# [Stored data]

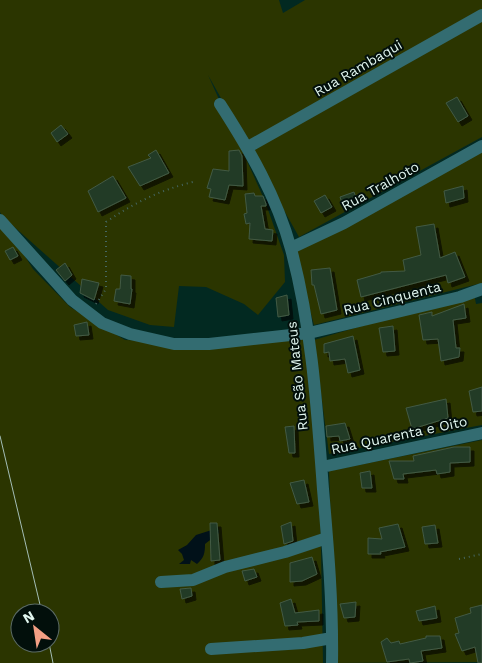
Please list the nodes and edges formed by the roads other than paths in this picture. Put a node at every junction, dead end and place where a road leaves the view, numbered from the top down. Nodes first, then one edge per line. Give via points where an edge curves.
1 (482, 14) edge
2 (220, 104) dead end
3 (482, 146) edge
4 (248, 147) junction
5 (0, 220) edge
6 (291, 248) junction
7 (482, 289) edge
8 (309, 333) junction
9 (482, 433) edge
10 (322, 466) junction
11 (327, 538) junction
12 (161, 582) dead end
13 (332, 638) junction
14 (211, 649) dead end
15 (332, 663) edge

1 - 4 street, Rua Rambaqui
2 - 4 street, Rua São Mateus
3 - 6 street, Rua Tralhoto via 344,223
4 - 6 street, Rua São Mateus
5 - 8 street, Rua Cinquenta via 72,300 102,324 174,344 208,344
6 - 8 street, Rua São Mateus
7 - 8 street, Rua Cinquenta
8 - 10 street, Rua São Mateus
9 - 10 street, Rua Quarenta e Oito
10 - 11 street, Rua São Mateus
11 - 12 street via 225,567 193,580
11 - 13 street, Rua São Mateus
13 - 14 street
13 - 15 street, Rua São Mateus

# [Exercise objective]
The entries above are to be repeated in full, except for their pictures.

# [Response area]
Please list the nodes and edges formed by the roads other than paths in this picture. Put a node at every junction, dead end and place where a road leaves the view, numbered from the top down. Nodes first, then one edge per line. Give via points where an edge curves.
1 (482, 14) edge
2 (220, 104) dead end
3 (482, 146) edge
4 (248, 147) junction
5 (0, 220) edge
6 (291, 248) junction
7 (482, 289) edge
8 (309, 333) junction
9 (482, 433) edge
10 (322, 466) junction
11 (327, 538) junction
12 (161, 582) dead end
13 (332, 638) junction
14 (211, 649) dead end
15 (332, 663) edge

1 - 4 street, Rua Rambaqui
2 - 4 street, Rua São Mateus
3 - 6 street, Rua Tralhoto via 344,223
4 - 6 street, Rua São Mateus
5 - 8 street, Rua Cinquenta via 72,300 102,324 174,344 208,344
6 - 8 street, Rua São Mateus
7 - 8 street, Rua Cinquenta
8 - 10 street, Rua São Mateus
9 - 10 street, Rua Quarenta e Oito
10 - 11 street, Rua São Mateus
11 - 12 street via 225,567 193,580
11 - 13 street, Rua São Mateus
13 - 14 street
13 - 15 street, Rua São Mateus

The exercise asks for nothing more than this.